You may be thinking that this seems minute, trivial, and perhaps a bit inconsequential. You would be correct. But that’s part of the problem.
I’ve built goals and pieces of identity around objects and items of clothing that in no way, shape or form, serve me or my life. They take up space and could be in the closet of someone who will actually wear them to the type of job they’re suited for (vs the crunchy, wellness, wearing braids, and om chanting career I’m leaning towards).
It’s time to clean up and clear out.
Part of this process is allowing myself to witness the moments of discomfort without judgement and to begin the process of letting go of the feelings I have and their (kind of dumb) magnetism to the junk I’ve filled my apartment with.

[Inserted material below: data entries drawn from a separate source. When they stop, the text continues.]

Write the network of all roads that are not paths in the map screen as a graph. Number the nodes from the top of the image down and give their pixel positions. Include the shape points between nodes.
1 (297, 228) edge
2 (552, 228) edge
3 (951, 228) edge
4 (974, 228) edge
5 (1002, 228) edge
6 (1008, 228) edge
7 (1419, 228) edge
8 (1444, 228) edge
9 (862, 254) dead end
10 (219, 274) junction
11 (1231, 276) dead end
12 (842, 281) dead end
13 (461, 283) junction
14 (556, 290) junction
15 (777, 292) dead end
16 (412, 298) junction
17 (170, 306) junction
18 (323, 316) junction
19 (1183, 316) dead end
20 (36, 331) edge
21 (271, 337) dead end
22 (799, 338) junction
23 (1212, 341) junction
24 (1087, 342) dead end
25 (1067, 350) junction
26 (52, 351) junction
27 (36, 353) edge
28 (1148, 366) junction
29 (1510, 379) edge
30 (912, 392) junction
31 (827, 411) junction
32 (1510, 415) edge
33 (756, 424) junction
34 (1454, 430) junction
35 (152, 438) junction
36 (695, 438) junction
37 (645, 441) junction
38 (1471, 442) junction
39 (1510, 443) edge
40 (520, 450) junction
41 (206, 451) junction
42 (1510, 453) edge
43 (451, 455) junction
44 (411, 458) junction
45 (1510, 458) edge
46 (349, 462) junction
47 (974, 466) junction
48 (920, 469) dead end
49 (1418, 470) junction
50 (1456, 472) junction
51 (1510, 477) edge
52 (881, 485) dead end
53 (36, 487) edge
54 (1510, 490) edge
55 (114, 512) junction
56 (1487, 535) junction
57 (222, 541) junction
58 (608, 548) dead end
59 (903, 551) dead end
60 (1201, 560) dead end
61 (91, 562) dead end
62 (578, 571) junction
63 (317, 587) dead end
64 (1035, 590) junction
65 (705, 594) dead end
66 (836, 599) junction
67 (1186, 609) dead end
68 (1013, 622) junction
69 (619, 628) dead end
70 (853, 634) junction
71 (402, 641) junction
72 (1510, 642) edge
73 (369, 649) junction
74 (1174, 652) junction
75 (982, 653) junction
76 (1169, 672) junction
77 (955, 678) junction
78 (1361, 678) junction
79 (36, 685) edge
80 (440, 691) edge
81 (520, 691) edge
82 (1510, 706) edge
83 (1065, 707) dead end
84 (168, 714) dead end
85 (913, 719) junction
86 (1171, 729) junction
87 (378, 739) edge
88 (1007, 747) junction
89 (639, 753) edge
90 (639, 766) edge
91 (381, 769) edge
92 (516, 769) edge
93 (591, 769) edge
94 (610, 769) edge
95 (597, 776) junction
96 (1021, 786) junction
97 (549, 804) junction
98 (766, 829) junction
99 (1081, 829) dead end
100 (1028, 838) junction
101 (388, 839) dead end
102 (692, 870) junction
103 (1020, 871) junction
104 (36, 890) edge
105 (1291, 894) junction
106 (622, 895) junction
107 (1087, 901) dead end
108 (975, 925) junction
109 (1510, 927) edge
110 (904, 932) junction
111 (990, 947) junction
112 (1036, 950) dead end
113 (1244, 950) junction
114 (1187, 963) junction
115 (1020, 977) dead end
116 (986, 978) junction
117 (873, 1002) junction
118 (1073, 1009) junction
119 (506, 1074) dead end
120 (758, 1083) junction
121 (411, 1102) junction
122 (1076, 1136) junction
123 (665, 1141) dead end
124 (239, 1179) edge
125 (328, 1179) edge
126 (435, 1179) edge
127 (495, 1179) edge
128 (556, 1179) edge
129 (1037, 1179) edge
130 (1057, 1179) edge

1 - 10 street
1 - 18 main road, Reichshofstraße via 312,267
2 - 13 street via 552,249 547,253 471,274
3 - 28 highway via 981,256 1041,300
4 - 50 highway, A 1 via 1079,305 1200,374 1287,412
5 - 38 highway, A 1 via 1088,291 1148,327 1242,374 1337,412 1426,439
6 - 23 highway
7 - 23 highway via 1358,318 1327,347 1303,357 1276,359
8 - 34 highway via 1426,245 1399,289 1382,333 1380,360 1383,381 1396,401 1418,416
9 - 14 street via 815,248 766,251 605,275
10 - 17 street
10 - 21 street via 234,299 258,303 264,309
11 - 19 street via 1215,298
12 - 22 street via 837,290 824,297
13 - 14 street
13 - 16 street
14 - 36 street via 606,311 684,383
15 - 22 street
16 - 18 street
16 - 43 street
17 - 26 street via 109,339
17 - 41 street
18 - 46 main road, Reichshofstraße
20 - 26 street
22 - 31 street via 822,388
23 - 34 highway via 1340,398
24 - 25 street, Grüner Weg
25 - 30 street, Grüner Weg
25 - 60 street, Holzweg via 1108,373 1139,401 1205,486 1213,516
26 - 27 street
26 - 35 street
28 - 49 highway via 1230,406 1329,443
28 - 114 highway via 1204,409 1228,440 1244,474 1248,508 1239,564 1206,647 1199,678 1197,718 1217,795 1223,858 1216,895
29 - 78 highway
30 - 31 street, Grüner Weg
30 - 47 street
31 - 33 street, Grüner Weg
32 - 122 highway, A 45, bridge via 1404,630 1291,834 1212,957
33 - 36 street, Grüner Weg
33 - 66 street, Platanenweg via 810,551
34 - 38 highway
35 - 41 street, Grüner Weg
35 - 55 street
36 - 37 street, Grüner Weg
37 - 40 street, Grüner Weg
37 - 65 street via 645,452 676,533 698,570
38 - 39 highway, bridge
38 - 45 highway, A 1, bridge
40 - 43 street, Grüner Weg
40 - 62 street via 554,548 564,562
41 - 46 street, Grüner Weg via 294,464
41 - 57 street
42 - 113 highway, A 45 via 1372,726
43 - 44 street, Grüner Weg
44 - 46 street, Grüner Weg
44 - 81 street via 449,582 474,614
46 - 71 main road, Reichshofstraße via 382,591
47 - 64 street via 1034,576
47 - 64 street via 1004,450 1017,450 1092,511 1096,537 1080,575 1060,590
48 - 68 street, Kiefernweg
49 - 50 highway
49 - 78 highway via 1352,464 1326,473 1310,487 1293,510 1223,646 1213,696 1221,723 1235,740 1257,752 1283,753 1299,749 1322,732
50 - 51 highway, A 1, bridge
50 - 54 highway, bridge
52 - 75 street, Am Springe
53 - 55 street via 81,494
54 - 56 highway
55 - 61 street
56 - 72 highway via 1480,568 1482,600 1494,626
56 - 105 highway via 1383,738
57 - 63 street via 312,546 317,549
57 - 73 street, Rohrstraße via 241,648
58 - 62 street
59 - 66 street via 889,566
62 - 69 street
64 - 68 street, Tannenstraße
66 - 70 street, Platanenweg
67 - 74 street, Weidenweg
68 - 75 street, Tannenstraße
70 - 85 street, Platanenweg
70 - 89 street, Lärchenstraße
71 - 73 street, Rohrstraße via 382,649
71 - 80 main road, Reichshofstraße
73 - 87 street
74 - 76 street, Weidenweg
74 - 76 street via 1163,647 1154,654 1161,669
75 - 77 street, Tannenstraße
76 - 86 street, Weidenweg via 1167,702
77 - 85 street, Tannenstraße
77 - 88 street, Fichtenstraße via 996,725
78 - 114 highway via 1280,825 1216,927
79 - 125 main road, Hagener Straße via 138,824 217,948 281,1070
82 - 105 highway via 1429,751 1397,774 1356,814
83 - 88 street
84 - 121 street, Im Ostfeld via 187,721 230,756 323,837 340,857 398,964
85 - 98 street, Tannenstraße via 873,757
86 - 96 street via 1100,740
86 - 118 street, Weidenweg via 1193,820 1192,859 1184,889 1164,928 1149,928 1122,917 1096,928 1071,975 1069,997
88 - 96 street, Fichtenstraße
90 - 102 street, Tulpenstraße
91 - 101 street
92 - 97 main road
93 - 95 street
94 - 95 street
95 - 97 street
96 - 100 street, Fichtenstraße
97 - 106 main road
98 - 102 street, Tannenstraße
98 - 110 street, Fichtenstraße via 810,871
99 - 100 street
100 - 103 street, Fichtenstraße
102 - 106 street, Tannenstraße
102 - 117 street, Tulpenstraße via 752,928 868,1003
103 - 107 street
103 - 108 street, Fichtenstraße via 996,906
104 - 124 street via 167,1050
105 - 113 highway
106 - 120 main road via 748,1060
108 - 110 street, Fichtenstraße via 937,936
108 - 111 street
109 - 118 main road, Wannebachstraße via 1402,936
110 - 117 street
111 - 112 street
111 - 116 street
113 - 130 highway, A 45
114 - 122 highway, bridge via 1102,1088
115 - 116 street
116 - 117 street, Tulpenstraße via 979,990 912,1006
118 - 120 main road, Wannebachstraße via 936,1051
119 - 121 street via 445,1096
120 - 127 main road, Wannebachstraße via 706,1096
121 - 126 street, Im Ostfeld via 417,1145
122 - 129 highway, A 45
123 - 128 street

When the clock strikes midnight and 2019 begins, I will have left behind the items, the feelings, the experiences that have been weighing me down, taking up space, and overstaying their welcome.
It’s a pretty cathartic experience and Freddie Mercury belting out “We Will Rock You” in the background has been the spice and kick I need to get this done. Just as a general note, I highly recommend all chore-like activities to be done to the songs of Queen – makes it 100% more fun.
What are you doing to prepare for the new year? I’d love to hear about what’s getting you jazzed about 2019.